*** Opening of Supplied information ***

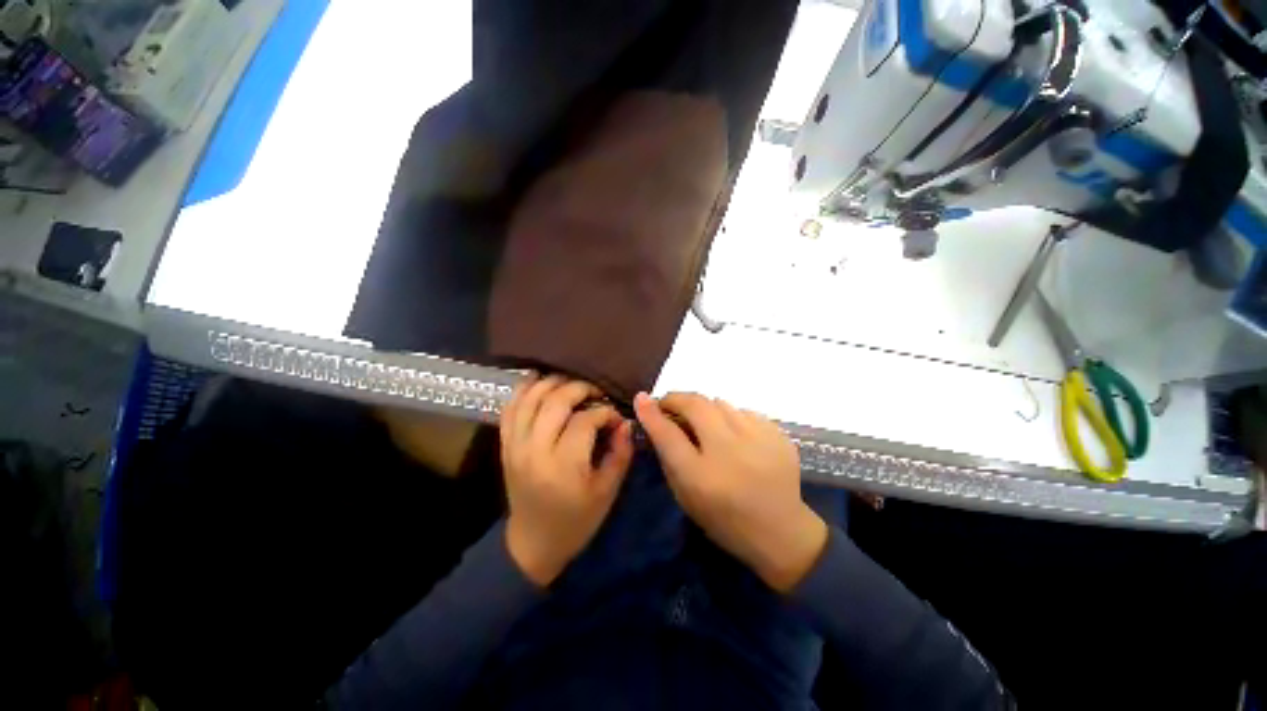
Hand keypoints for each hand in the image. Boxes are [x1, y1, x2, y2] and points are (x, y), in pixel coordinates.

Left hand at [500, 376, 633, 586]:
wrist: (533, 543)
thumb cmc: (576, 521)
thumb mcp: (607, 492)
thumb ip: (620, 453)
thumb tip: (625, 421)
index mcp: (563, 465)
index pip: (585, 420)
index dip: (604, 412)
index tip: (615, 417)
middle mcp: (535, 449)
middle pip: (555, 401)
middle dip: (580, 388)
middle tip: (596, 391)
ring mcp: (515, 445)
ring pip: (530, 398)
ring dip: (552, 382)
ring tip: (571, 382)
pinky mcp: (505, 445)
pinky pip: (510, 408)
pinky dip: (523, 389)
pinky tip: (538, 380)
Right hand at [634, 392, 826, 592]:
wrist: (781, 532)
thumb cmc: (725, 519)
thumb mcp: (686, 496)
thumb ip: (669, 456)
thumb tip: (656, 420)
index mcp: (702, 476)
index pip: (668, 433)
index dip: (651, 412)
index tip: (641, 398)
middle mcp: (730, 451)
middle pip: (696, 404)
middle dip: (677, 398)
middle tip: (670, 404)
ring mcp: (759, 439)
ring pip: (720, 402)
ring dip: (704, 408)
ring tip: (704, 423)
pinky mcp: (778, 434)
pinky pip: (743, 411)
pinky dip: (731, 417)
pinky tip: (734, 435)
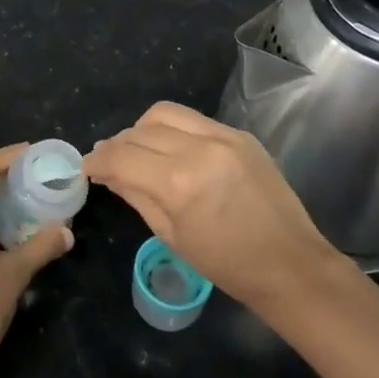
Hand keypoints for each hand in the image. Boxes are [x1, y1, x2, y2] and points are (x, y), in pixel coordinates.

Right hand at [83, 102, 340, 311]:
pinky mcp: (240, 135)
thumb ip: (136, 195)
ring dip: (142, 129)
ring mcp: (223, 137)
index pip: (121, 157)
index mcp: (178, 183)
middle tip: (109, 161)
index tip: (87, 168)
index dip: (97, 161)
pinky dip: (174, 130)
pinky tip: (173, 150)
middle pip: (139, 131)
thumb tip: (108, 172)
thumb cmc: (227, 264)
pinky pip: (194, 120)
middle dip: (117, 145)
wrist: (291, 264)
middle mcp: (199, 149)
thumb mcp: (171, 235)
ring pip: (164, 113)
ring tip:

*** Close of Supplied information ***

• Exercise brief
All of the data needs repeating exactly, but the pictures do not.

• Answer section
Hand keypoints for each hand in the image. Boxes are [x1, y1, x2, y2] and points are (x, y), in pixel coordinates.

Left hand at [500, 376, 633, 586]:
wrist: (533, 543)
thumb cmc: (576, 521)
thumb mcp: (607, 492)
thumb ip: (620, 453)
thumb tip: (625, 421)
index mcp: (563, 465)
index pip: (585, 420)
index dip: (604, 412)
index tip: (615, 417)
middle mcp: (535, 449)
middle pip: (555, 401)
middle dip: (580, 388)
middle tip: (596, 391)
ring mcp: (515, 445)
ring pip: (530, 398)
ring dip: (552, 382)
ring tip: (571, 382)
pinky mcp: (505, 445)
pinky pip: (510, 408)
pinky dip: (523, 389)
pinky tip: (538, 380)
Right hand at [634, 392, 826, 592]:
wrist: (781, 532)
thumb cmc: (725, 519)
thumb mcp: (686, 496)
thumb ip: (669, 456)
thumb tip: (656, 420)
index mcp: (702, 476)
index pip: (668, 433)
index dip: (651, 412)
index tip: (641, 398)
middle mcp: (730, 451)
middle pip: (696, 404)
middle dip: (677, 398)
middle tip: (670, 404)
ring mcp: (759, 439)
ring pip: (720, 402)
ring dip: (704, 408)
ring tip: (704, 423)
pinky mcp: (778, 434)
pinky pip: (743, 411)
pinky dip: (731, 417)
pinky tip: (734, 435)
Hand keypoints for each hand in the image. Boxes are [x1, y1, x2, y2] and points are (x, y), in pixel coordinates.

Right hand at [83, 102, 340, 311]:
pinky mcp: (240, 135)
thumb ip: (136, 195)
ring dip: (142, 129)
ring mcp: (223, 137)
index pip: (121, 157)
index mcp: (178, 183)
middle tip: (109, 161)
index tip: (87, 168)
index dip: (97, 161)
pinky dip: (174, 130)
pinky tip: (173, 150)
middle pip: (139, 131)
thumb tip: (108, 172)
thumb cmc: (227, 264)
pinky pip: (194, 120)
middle dip: (117, 145)
wrist: (291, 264)
middle mcp: (199, 149)
thumb mcp: (171, 235)
ring pip: (164, 113)
ring tip:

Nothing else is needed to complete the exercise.